Line by line, copy out the data that follows.
******
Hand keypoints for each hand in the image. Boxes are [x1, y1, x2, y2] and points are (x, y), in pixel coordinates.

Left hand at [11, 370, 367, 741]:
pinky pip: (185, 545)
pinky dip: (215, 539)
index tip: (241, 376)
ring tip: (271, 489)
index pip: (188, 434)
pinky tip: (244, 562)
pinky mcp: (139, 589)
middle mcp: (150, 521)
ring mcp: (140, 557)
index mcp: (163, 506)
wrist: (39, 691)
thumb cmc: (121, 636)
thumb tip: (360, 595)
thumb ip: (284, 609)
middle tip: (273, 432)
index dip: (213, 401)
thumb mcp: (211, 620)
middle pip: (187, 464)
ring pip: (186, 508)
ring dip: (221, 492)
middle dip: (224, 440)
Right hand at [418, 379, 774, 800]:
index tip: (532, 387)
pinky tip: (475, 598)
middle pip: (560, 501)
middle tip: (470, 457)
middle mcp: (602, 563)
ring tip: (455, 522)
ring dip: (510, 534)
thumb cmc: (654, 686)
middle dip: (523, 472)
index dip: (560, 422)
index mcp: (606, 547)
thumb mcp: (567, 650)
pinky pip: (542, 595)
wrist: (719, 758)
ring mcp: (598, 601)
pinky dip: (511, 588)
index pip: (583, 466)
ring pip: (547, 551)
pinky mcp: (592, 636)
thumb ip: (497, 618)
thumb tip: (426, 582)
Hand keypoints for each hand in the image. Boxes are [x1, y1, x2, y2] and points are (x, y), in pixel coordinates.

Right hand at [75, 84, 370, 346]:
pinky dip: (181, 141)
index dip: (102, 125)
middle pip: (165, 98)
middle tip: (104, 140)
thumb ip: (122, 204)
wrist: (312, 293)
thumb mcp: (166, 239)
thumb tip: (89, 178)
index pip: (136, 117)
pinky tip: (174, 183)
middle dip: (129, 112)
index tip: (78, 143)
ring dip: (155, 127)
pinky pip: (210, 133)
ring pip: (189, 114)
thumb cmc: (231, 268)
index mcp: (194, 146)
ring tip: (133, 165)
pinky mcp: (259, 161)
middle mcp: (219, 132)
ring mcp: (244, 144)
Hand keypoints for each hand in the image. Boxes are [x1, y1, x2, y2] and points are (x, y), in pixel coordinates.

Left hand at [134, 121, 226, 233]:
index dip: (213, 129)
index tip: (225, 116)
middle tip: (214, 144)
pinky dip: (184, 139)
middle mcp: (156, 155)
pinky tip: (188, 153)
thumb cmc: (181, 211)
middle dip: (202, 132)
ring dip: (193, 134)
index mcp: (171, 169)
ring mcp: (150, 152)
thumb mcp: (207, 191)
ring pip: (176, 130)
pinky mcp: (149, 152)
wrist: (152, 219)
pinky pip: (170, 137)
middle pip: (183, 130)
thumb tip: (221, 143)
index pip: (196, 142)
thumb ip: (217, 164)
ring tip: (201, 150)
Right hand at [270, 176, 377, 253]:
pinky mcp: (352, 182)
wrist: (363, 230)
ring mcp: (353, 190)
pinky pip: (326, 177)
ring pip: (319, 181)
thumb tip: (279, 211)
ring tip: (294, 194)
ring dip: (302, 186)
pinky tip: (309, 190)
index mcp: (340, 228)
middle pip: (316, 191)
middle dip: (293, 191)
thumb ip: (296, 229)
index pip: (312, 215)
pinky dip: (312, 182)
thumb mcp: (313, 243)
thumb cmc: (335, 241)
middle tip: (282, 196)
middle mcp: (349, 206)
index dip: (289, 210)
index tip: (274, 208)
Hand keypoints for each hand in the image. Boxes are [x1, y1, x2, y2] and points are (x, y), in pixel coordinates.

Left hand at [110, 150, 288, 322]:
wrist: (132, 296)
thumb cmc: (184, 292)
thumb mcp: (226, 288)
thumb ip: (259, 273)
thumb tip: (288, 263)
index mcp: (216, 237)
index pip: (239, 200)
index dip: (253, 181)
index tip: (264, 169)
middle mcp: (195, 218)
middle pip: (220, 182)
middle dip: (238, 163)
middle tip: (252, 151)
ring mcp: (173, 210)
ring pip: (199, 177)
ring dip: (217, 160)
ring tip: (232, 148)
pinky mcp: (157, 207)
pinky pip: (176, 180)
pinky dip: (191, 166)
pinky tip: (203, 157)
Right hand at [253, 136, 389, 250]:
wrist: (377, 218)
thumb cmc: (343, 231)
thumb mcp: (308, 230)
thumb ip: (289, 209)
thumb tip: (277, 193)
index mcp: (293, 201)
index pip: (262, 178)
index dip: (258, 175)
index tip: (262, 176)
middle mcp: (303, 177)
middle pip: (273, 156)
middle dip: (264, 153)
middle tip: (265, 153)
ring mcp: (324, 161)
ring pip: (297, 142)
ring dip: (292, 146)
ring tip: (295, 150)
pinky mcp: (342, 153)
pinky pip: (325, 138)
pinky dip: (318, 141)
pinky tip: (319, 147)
******
**Answer**
Hand keypoints for each hand in the image. Boxes are [x1, y1, x2, y2] and points are (x, y), in pixel coordinates.

Left hand at [11, 370, 367, 741]:
pinky pip: (185, 545)
pinky dip: (215, 539)
index tip: (241, 376)
ring tip: (271, 489)
index pip: (188, 434)
pinky tip: (244, 562)
pinky mcp: (139, 589)
middle mcp: (150, 521)
ring mcp: (140, 557)
index mcp: (163, 506)
wrist: (39, 691)
thumb cmc: (121, 636)
thumb tip: (360, 595)
thumb ip: (284, 609)
middle tip: (273, 432)
index dip: (213, 401)
thumb mcp: (211, 620)
middle pip: (187, 464)
ring pip: (186, 508)
ring dip: (221, 492)
middle dip: (224, 440)
Right hand at [418, 379, 774, 800]:
index tip: (532, 387)
pinky tip: (475, 598)
middle pip: (560, 501)
middle tip: (470, 457)
middle mcp: (602, 563)
ring tip: (455, 522)
ring dip: (510, 534)
thumb cmc: (654, 686)
middle dip: (523, 472)
index dip: (560, 422)
index mcp: (606, 547)
thumb mcp: (567, 650)
pinky pip: (542, 595)
wrist: (719, 758)
ring mcp: (598, 601)
pinky dip: (511, 588)
index pip: (583, 466)
ring pip: (547, 551)
pinky mcp: (592, 636)
thumb ip: (497, 618)
thumb tip: (426, 582)
Hand keypoints for each hand in the image. Boxes are [x1, y1, x2, y2] and points are (x, y), in pixel coordinates.

Right hand at [75, 84, 370, 346]:
pinky dip: (181, 141)
index dip: (102, 125)
middle pip: (165, 98)
middle tip: (104, 140)
thumb ip: (122, 204)
wrist: (312, 293)
thumb mcp: (166, 239)
thumb tip: (89, 178)
index pip: (136, 117)
pinky tip: (174, 183)
middle dip: (129, 112)
index tip: (78, 143)
ring dip: (155, 127)
pinky pip: (210, 133)
ring pip: (189, 114)
thumb cmc: (231, 268)
index mcp: (194, 146)
ring tip: (133, 165)
pinky mcp: (259, 161)
middle mcp: (219, 132)
ring mcp: (244, 144)
Hand keypoints for each hand in the image. Boxes are [x1, y1, x2, y2] and points are (x, y), in pixel coordinates.

Left hand at [134, 121, 226, 233]:
index dip: (213, 129)
index tip: (225, 116)
middle tip: (214, 144)
pinky dip: (184, 139)
middle mcp: (156, 155)
pinky tip: (188, 153)
thumb cmc: (181, 211)
middle dip: (202, 132)
ring dip: (193, 134)
index mcp: (171, 169)
ring mcp: (150, 152)
thumb mcp: (207, 191)
ring pip: (176, 130)
pinky mcp: (149, 152)
wrist: (152, 219)
pinky pip: (170, 137)
middle pip: (183, 130)
thumb tip: (221, 143)
index pip: (196, 142)
thumb ip: (217, 164)
ring tip: (201, 150)
Right hand at [270, 176, 377, 253]:
pinky mcp: (352, 182)
wrist: (363, 230)
ring mcp: (353, 190)
pinky pip: (326, 177)
ring pip: (319, 181)
thumb tip: (279, 211)
ring tip: (294, 194)
ring dip: (302, 186)
pinky tip: (309, 190)
index mcp: (340, 228)
middle pip: (316, 191)
middle dip: (293, 191)
thumb ip: (296, 229)
index pip: (312, 215)
pinky dip: (312, 182)
thumb mcp: (313, 243)
thumb cmc: (335, 241)
middle tip: (282, 196)
middle mcp: (349, 206)
index dip: (289, 210)
index tip: (274, 208)
Hand keypoints for each hand in the image. Boxes are [x1, y1, x2, y2] and points are (x, y), in pixel coordinates.

Left hand at [110, 150, 288, 322]:
wrist: (132, 296)
thumb cmc: (184, 292)
thumb mcp: (226, 288)
thumb ip: (259, 273)
thumb tip: (288, 263)
index mcp: (216, 237)
index pip: (239, 200)
index dip: (253, 181)
index tip: (264, 169)
middle mcp: (195, 218)
middle pip: (220, 182)
middle dip: (238, 163)
middle tip: (252, 151)
ring mcp: (173, 210)
ring pip: (199, 177)
ring dip: (217, 160)
ring tip: (232, 148)
pinky mcp: (157, 207)
pinky pip: (176, 180)
pinky dip: (191, 166)
pinky tip: (203, 157)
Right hand at [253, 136, 389, 250]:
wrist: (377, 218)
thumb cmc: (343, 231)
thumb mcp: (308, 230)
thumb ip: (289, 209)
thumb tip: (277, 193)
index mcp: (293, 201)
index pip: (262, 178)
index dip: (258, 175)
index tip: (262, 176)
middle mcp: (303, 177)
middle pip: (273, 156)
middle dip: (264, 153)
middle tip: (265, 153)
ring mcp: (324, 161)
ring pip: (297, 142)
ring dip: (292, 146)
ring tip: (295, 150)
pinky mcp: (342, 153)
pinky pip: (325, 138)
pinky dip: (318, 141)
pinky tip: (319, 147)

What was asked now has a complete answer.